Problem requirements:
Retrieve each line that contains the word "numbered" from the entries below.

Available records:
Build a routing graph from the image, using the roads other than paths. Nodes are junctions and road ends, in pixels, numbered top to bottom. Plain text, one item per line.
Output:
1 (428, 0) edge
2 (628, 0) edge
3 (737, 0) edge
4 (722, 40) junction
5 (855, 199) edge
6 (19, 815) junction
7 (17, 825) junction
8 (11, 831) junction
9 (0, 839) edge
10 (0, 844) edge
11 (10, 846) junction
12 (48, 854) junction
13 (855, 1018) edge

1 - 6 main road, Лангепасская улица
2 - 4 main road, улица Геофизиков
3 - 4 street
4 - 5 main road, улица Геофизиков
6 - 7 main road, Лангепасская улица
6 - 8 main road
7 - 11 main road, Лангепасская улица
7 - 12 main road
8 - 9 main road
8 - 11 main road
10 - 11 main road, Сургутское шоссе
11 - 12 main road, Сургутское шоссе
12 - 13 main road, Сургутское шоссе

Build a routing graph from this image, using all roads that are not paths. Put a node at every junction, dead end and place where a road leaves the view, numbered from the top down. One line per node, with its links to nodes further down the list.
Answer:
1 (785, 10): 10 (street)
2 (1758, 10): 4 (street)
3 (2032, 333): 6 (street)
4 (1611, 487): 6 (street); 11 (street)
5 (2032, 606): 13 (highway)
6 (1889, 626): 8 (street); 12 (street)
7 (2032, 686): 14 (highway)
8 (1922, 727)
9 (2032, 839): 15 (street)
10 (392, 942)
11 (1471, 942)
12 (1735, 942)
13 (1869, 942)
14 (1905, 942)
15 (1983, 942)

Your response:
Build a routing graph from the image, using the roads other than paths. Nodes are junctions and road ends, in pixels, numbered top to bottom. Plain text, one item per line.
Build a routing graph from this image, using all roads that are not paths. Put a node at every junction, dead end and place where a road leaves the view, numbered from the top down. One line per node, with its links to nodes further down the list.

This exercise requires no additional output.